HDW-Aufsichtsrat Hickel fürchtet Verkauf an französischen Thales-Konzern
 
Der Großwerft HDW droht nach Einschätzung ihres Aufsichtsratsmitgliedes Prof. Rudolf Hickel die Zerschlagung. "Ich sehe die ganz konkrete Gefahr, dass der jetzige Eigentümer OEP den profitablen U-Boot-Bau an den französischen Rüstungskonzern Thales verkauft", sagte der Bremer Ökonom und Schiffbauexperte gestern den Kieler Nachrichten. Ein solcher Schritt würde massive Risiken für den Standort Kiel bedeuten, zumal der defizitäre Handelsschiffbau - an dem ein Großteil der 3400 Arbeitsplätze hängt - ohne die Gewinne aus dem Bau von U-Booten, Fregatten und Korvetten nicht überlebensfähig ist.
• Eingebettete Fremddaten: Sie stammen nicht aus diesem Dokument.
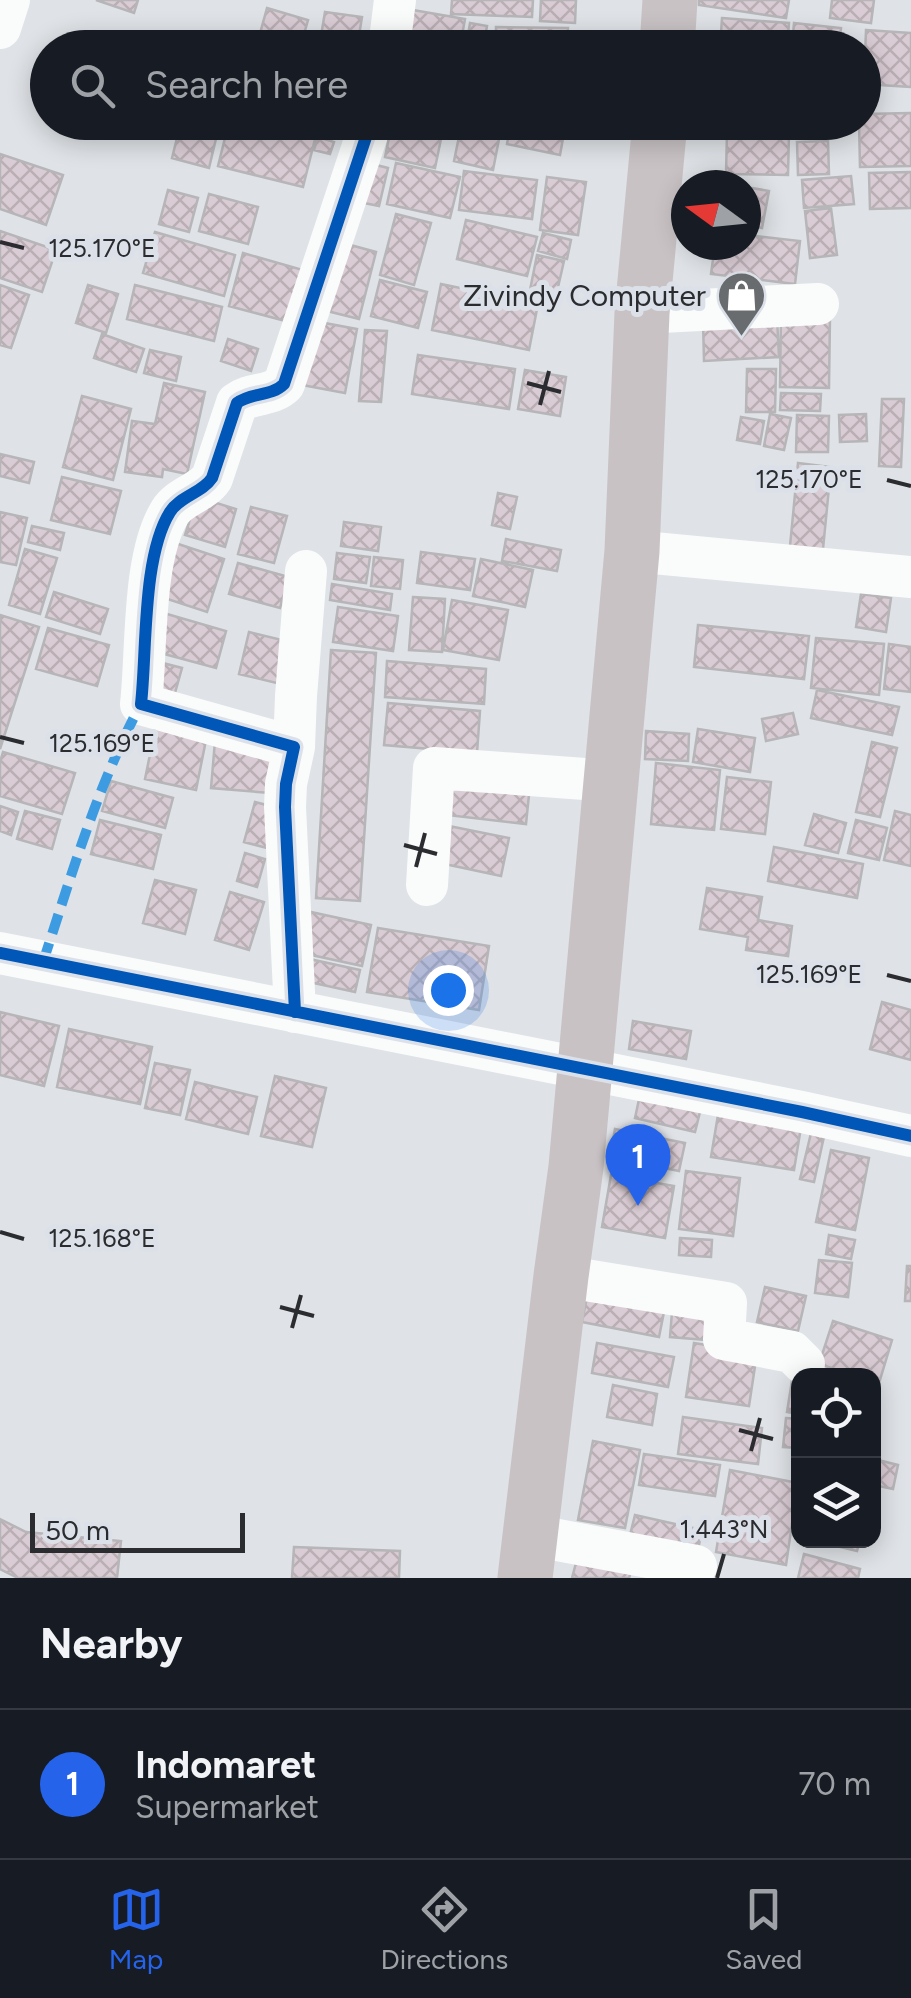 <!DOCTYPE html>
<html lang="en">
<head>
<meta charset="utf-8">
<style>
  body { margin:0; font-family:Figtree,sans-serif; background:#242831; color:#f1f3f6 }
  .controls { position:absolute; right:30px; bottom:30px; display:grid; overflow:hidden; border-radius:20px; box-shadow:0 5px 25px #0003 }
  .controls button { width:90px; height:90px; display:grid; place-items:center; padding:0; border:0; border-bottom:2px solid #363941; background:#171b24; color:#f1f3f6; font:50px sans-serif }
  .compass { position:absolute; left:671px; top:170px; width:90px; height:90px; border-radius:50%; background:#171b24; box-shadow:0 5px 25px #0003; rotate:285deg }
  .scale { position:absolute; left:30px; bottom:25px; width:215px; box-sizing:border-box; padding-left:10px; border:5px solid #2a2c2f; border-top:0; font-size:28px; line-height:35px; white-space:nowrap; color:#2a2c2f; -webkit-text-stroke:8px #dce1e9; paint-order:stroke }
  .you { position:absolute; left:448px; top:990px; width:35px; height:35px; margin:-25px; border:8px solid #fff; border-radius:50%; background:#1a73e8; box-shadow:0 0 0 15px #1a73e833 }
  .badge { display:grid; place-items:center; width:65px; height:65px; border-radius:50%; background:#2563eb; color:#fff; font-size:32px; font-weight:700 }
  .pin { position:absolute; translate:-50% -82px; filter:drop-shadow(0 2px 5px #0008) }
  .pin::after { content:''; position:absolute; top:52px; width:35px; height:30px; background:inherit; clip-path:polygon(0 0,100% 0,50% 100%) }
  .list { margin:0; padding:0; list-style:none }
  h2 { display:flex; justify-content:space-between; align-items:center; height:130px; margin:0; padding:0 40px; font-size:42px }
  h2 small { font-size:32px; font-weight:400; color:#9ea1a6 }
  .list li { display:grid; grid-template-columns:65px 1fr auto; gap:30px; align-items:center; box-sizing:border-box; height:150px; padding:0 40px; border-top:2px solid #363941 }
  .list b { display:block; font-size:38px; white-space:nowrap }
  .list p { margin:0; font-size:32px; white-space:nowrap; color:#9ea1a6 }
  .list em { font-size:32px; font-style:normal; color:#9ea1a6 }
  .icon { flex:none; width:55px; height:55px; fill:none; stroke:currentColor; stroke-width:2; stroke-linecap:round; stroke-linejoin:round }
  .map { position:relative; flex:none; width:911px; height:1578px; overflow:hidden }
  .search { position:absolute; background:#171b24; box-shadow:0 5px 25px #0003; left:30px; right:30px; top:30px; height:110px; display:flex; align-items:center; gap:25px; box-sizing:border-box; padding:0 35px; border-radius:55px; color:#9ea1a6; font-size:38px }
  .sheet { height:280px; background:#171b24 }
  nav { display:flex; justify-content:space-around; align-items:center; box-sizing:border-box; height:140px; border-top:2px solid #363941; background:#171b24; font-size:28px; color:#9ea1a6 }
  nav a { display:grid; justify-items:center; gap:5px }
  nav .on { color:#2563eb }
  .map>svg:first-child { display:block }
</style>
</head>
<body>
<div class="map">
<svg width="911" height="1578" viewBox="0 0 911 1578">
  <defs>
    <pattern id="building-cross-hatch" width="8" height="8" patternUnits="userSpaceOnUse" patternTransform="scale(2.5)"><rect width="8" height="8" fill="#daccd4"/><path d="M0 0l8 8M0 8l8-8" fill="none" stroke="#bbafb6"/></pattern>
  </defs>
  <rect width="100%" height="100%" fill="#dfe2e6"/>
  <!-- building -->
  <path fill="url(#building-cross-hatch)" stroke="#b6b5b8" stroke-width="2.5" d="M96 0H138L134 13Z
    M452 0H533L532 17 451 14Z
    M541 0H576L575 23 540 21Z
    M699 0H789L786 18 699 5Z
    M832 0H874L871 23 830 18Z
    M267 8 308 20 300 48H256Z
    M413 10 465 19 461 41 409 32Z
    M325 12 362 17 357 48H319Z
    M722 18 789 23 787 48H720Z
    M470 23 487 26 483 48H466Z
    M794 23 841 28 839 48H792Z
    M496 27 568 28 567 48H496Z
    M866 30 911 33V87L864 84Z
    M397 38 461 46 460 48H396Z
    M911 113V166L860 167 859 122H864V114Z
    M181 122H220L209 168 172 158Z
    M229 122H249L315 139 303 187 218 166Z
    M284 122H327L324 132Z
    M393 122H434L433 129 393 125Z
    M462 122 501 129 493 170 454 161Z
    M511 122H566L560 155 507 144Z
    M803 122H853V130L803 133Z
    M391 128 441 139 435 168 385 157Z
    M727 132 789 133 788 175 726 174Z
    M318 137 334 142 330 154 314 150Z
    M828 141 829 174 798 175 797 142Z
    M0 154 63 175 46 225 0 209Z
    M368 163 388 168 379 206 359 202Z
    M396 163 460 177 450 218 387 204Z
    M464 171 537 180 532 219 459 210Z
    M911 172V208L870 209 869 173Z
    M851 176 854 204 804 208 802 180Z
    M547 177 586 182 578 235 540 230Z
    M746 187 769 191 762 228 746 225Z
    M168 190 198 198 189 232 159 224Z
    M209 194 258 207 248 244 199 231Z
    M831 208 837 255 810 258 805 211Z
    M396 214 431 223 414 285 380 275Z
    M466 220 537 237 527 276 457 259Z
    M0 231 56 250 42 292 0 278Z
    M155 232 235 255 224 296 143 273Z
    M543 233 571 240 567 259 538 251Z
    M746 235 800 241 795 284 711 274 715 245H746Z
    M332 240 376 252 359 319 315 308Z
    M243 253 303 270 289 322 229 306Z
    M537 255 564 261 556 296 530 290Z
    M380 280 427 292 418 328 371 316Z
    M441 284 538 304 529 350 432 330Z
    M0 285 29 295 11 348 0 345Z
    M88 285 118 294 106 333 76 323Z
    M135 285 222 307 214 341 127 319Z
    M781 315 830 316 829 388 780 387Z
    M777 318 779 357 704 361 703 321Z
    M314 321 357 329 345 393 302 385Z
    M365 330 387 331 381 402 359 401Z
    M102 334 144 349 136 372 94 358Z
    M228 339 258 349 251 371 221 361Z
    M150 350 181 357 176 381 144 373Z
    M418 355 515 369 509 409 412 394Z
    M747 369H776L775 412H746Z
    M525 370 566 377 560 416 518 409Z
    M164 383 205 392 187 474 163 469 162 477 125 472 132 421 155 424Z
    M781 393 821 394 820 411 780 410Z
    M82 396 131 409 113 480 63 467Z
    M882 399H904L901 467 879 466Z
    M770 414 791 418 784 450 764 446Z
    M866 414 867 441 840 442 839 415Z
    M797 415 829 416 828 452H796Z
    M741 417 764 421 760 444 737 440Z
    M0 454 34 462 29 483 0 476Z
    M798 463 831 467 823 549 790 546Z
    M62 477 121 491 110 534 51 520Z
    M498 493 517 497 510 529 492 525Z
    M197 497 236 509 225 547 185 535Z
    M251 507 287 516 274 563 238 554Z
    M0 512 27 518 16 565 0 562Z
    M344 522 381 527 378 551 341 546Z
    M32 526 64 533 60 550 28 542Z
    M506 539 561 550 557 571 502 561Z
    M166 540 224 559 207 612 149 593Z
    M25 549 57 558 40 614 9 605Z
    M421 552 475 559 470 590 417 583Z
    M337 553 370 557 366 583 334 579Z
    M374 557 403 560 400 589 371 586Z
    M481 559 533 570 525 607 473 596Z
    M238 563 289 577 280 608 229 594Z
    M332 584 392 594 390 610 330 600Z
    M54 592 108 609 100 634 46 617Z
    M861 594 891 598 886 632 856 627Z
    M413 597 445 599 442 652 409 650Z
    M452 600 508 610 499 660 443 650Z
    M338 607 398 616 393 651 333 642Z
    M167 614 226 631 216 668 157 652Z
    M0 615 39 627 0 749Z
    M698 625 809 636 804 679 694 667Z
    M48 628 109 645 97 686 36 669Z
    M249 632 294 643 285 685 239 674Z
    M816 638 884 644 879 695 811 688Z
    M889 644 911 647V692L884 689Z
    M331 650 376 653 360 901 316 898Z
    M155 661 182 668 173 700 147 693Z
    M387 661 486 669 484 704 385 697Z
    M817 690 899 707 892 735 811 718Z
    M388 703 480 711 477 753 384 745Z
    M793 713 798 734 766 741 762 719Z
    M157 720 208 730 196 790 145 779Z
    M698 729 755 738 750 772 693 762Z
    M646 731 689 734 688 761 645 759Z
    M215 741 274 747 270 793 211 788Z
    M872 742 897 748 880 817 856 812Z
    M3 752 75 773 62 814 0 796V762Z
    M656 763 720 770 714 830 651 824Z
    M451 777 530 785 526 824 447 815Z
    M727 777 771 782 765 834 721 829Z
    M111 781 173 798 165 828 102 811Z
    M255 802 278 808 267 848 244 842Z
    M0 806 18 812 11 835 0 831Z
    M25 811 60 820 52 849 17 839Z
    M895 811 911 815V866L884 860Z
    M814 814 846 823 838 853 805 845Z
    M100 820 161 835 153 869 91 854Z
    M856 820 887 828 879 860 848 853Z
    M449 826 509 838 501 876 440 863Z
    M774 847 863 864 857 898 768 881Z
    M245 853 265 859 257 887 237 881Z
    M155 880 196 890 185 934 143 923Z
    M707 888 762 897 758 920 792 926 788 956 746 950 748 937 700 929Z
    M230 892 264 902 249 950 215 940Z
    M311 912 371 925 362 966 302 953Z
    M378 928 489 946 479 1010 367 992Z
    M305 958 360 970 355 992 300 980Z
    M882 1002 911 1010V1060L870 1049Z
    M0 1012 59 1026 44 1086 0 1075Z
    M633 1021 691 1031 686 1059 629 1049Z
    M69 1029 152 1047 140 1104 57 1087Z
    M155 1063 190 1070 180 1115 145 1108Z
    M275 1076 326 1088 312 1147 261 1136Z
    M195 1082 257 1097 248 1134 186 1119Z
    M641 1090 702 1104 695 1132 635 1118Z
    M718 1115 801 1127 794 1170 711 1157Z
    M615 1129 685 1143 679 1171 610 1157Z
    M812 1129 825 1132 814 1182 800 1179Z
    M831 1150 869 1158 855 1230 816 1222Z
    M686 1171 740 1178 733 1236 679 1229Z
    M611 1175 674 1186 665 1238 602 1227Z
    M829 1235 855 1240 851 1259 826 1254Z
    M680 1238 712 1240 711 1257 679 1255Z
    M819 1260 852 1263 848 1297 815 1293Z
    M907 1266H911V1301H905Z
    M589 1287 666 1302 659 1337 582 1322Z
    M765 1287 806 1296 798 1331 757 1322Z
    M672 1312 720 1316 718 1341 670 1337Z
    M833 1321 892 1340 879 1383 874 1381V1376H856L819 1364Z
    M597 1343 674 1357 668 1387 592 1373Z
    M694 1343 757 1353 749 1406 686 1397Z
    M793 1374 798 1376V1414L787 1412Z
    M613 1385 657 1394 652 1425 607 1417Z
    M683 1417 762 1428 758 1464 678 1454Z
    M786 1418 798 1419V1448L783 1447Z
    M593 1441 640 1450 625 1528 578 1520Z
    M644 1454 720 1465 715 1496 639 1485Z
    M874 1459 898 1465 893 1489 874 1485Z
    M730 1470 798 1483 786 1565 716 1552Z
    M635 1515 702 1530 698 1550 630 1535Z
    M0 1519 26 1532 121 1541 117 1578H18L0 1569Z
    M811 1540H860L857 1551Z
    M294 1547 400 1551 399 1578H292Z
    M580 1548 634 1562 629 1578H572Z
    M804 1554 860 1569 858 1578H798Z"/>
  <g fill="none" stroke-linecap="round" stroke-linejoin="round">
    <!-- minor -->
    <path stroke="#fafbfb" stroke-width="42" d="M0 28 9 0
      M389 48 395 0
      M642 313 818 304
      M632 551 911 577
      M294 747 296 696 306 571
      M427 885 434 768 612 781
      M0 953 802 1112 911 1136
      M295 1012 285 807 286 784 294 747 141 704C147 651 142 557 170 512 180 496 202 493 212 478L237 403C251 392 271 397 284 384L371 122
      M561 1276 726 1303 724 1339 792 1352 804 1364
      M531 1535 696 1566"/>
    <!-- highway -->
    <path stroke="#c8c2c4" stroke-width="55" d="M667 48 670 0
      M525 1578 561 1276 576 1167 632 551 642 313 660 122"/>
    <!-- quiet -->
    <path stroke="#3d9ce1" stroke-width="10" stroke-dasharray="20 10" stroke-linecap="butt" d="M43 962C72 874 97 786 141 704"/>
    <defs>
      <path id="cycleway" d="M0 953 802 1112 911 1136
        M295 1012 285 807 286 784 294 747 141 704C147 651 142 557 170 512 180 496 202 493 212 478L237 403C251 392 271 397 284 384L371 122"/>
    </defs>
    <!-- cycleway casing -->
    <use href="#cycleway" stroke="#dce1e9" stroke-width="19"/>
    <!-- cycleway -->
    <use href="#cycleway" stroke="#0057b8" stroke-width="12"/>
  </g>
  <!-- ticks -->
  <path fill="none" stroke="#2a2c2f" stroke-width="4" d="M0 242 24 248M527 383 561 392M540 405 549 371M887 480 911 486M0 737 24 743M404 845 437 854M416 867 425 833M887 975 911 981M0 1232 24 1239M280 1307 314 1316M292 1328 301 1295M739 1430 773 1439M751 1451 760 1418M717 1578 724 1554"/>
  <!-- icons -->
  <defs>
    <symbol id="shop-pin" viewBox="-11 -11 22 30"><path d="M0 17L-7.5 6A9.5 9.5 0 1 1 7.5 6Z" fill="#696c6f" stroke="#dce1e9"/><path d="M-5-2.5h2.3a2.7 3.5 0 0 1 5.4 0H5L5.5 6h-11ZM-1.5-2.5h3a1.5 2.3 0 0 0-3 0Z" fill="#fff"/></symbol>
  </defs>
  <g fill-rule="evenodd">
    <use href="#shop-pin" x="714" y="268" width="55" height="75"/>
  </g>
  <g text-anchor="middle" stroke-width="10" stroke-linejoin="round" paint-order="stroke">
    <!-- poi labels -->
    <g font-size="30" fill="#2a2c2f" stroke="#dce1e9" text-anchor="end">
      <text x="706" y="306">Zivindy Computer</text>
    </g>
  </g>
  <g font-size="25" text-anchor="middle" fill="#2a2c2f" stroke="#dce1e9" stroke-width="10" stroke-linejoin="round" paint-order="stroke">
    <text x="102" y="257">125.170°E</text>
    <text x="809" y="488">125.170°E</text>
    <text x="102" y="752">125.169°E</text>
    <text x="809" y="983">125.169°E</text>
    <text x="102" y="1247">125.168°E</text>
    <text x="724" y="1538">1.443°N</text>
  </g>
</svg>
<div class="controls">
<button><svg class="icon" aria-label="locate" viewBox="0 0 24 24"><circle cx="12" cy="12" r="6"/><path d="M12 2v4M12 18v4M2 12h4M18 12h4"/></svg></button>
<button><svg class="icon" aria-label="layers" viewBox="0 0 24 24"><path d="M12 4l9 5-9 5-9-5zM3 14l9 5 9-5"/></svg></button>
</div>
<svg class="compass" viewBox="-18 -18 36 36"><path d="M0-13l5 13h-10z" fill="#e53935"/><path d="M0 13l5-13h-10z" fill="#9ea1a6"/></svg>
<div class="scale">50 m</div>
<div class="you"></div>
<div class="pin badge" style="left:638px;top:1206px">1</div>
<div class="search"><svg class="icon" aria-label="search" viewBox="0 0 24 24"><circle cx="10" cy="10" r="6"/><path d="M15 15l6 6"/></svg>Search here</div>
</div>
<section class="sheet">
<h2>Nearby<small></small></h2>
<ul class="list">
<li><span class="badge">1</span><div><b>Indomaret</b><p>Supermarket</p></div><em>70 m</em></li>
</ul>
</section>
<nav>
<a class="on"><svg class="icon" aria-label="map" viewBox="0 0 24 24"><path d="M3 6l6-2 6 2 6-2v14l-6 2-6-2-6 2zM9 4v14M15 6v14"/></svg>Map</a>
<a><svg class="icon" aria-label="directions" viewBox="0 0 24 24"><path d="M12 3l9 9-9 9-9-9zM9 14v-3h6M13 9l2 2-2 2"/></svg>Directions</a>
<a><svg class="icon" aria-label="saved" viewBox="0 0 24 24"><path d="M7 4h10v16l-5-4-5 4z"/></svg>Saved</a>
</nav>
</body>
</html>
Thales Naval ist einer der weltweit größten Anbieter elektronischer Systeme für Marineschiffe. Noch besitzt der Konzern zwar keine Werft. Geplant ist jedoch die Übernahme der französischen Staatswerft DCN und damit des bedeutendsten Konkurrenten von HDW im U-Boot-Bau. DCN selber hatte sich bereits mehrfach als Interessent für HDW zu verstehen gegeben. Die Chancen für einen deutschen Werftenverbund sind hingegen gesunken. Zwar hat ThyssenKrupp ein Angebot im mittleren dreistelligen Millionen-Bereich vorgelegt. Das jedoch genügt offenbar bei Weitem nicht den Vorstellungen des HDW-Eigentümers. Der US-Finanzinvestor One Equity Partners will sich von seinem Engagement im Schiffbau trennen, da die Bundesregierung sich hartnäckig weigert, den lukrativen Verkauf von U-Booten nach Taiwan zu genehmigen.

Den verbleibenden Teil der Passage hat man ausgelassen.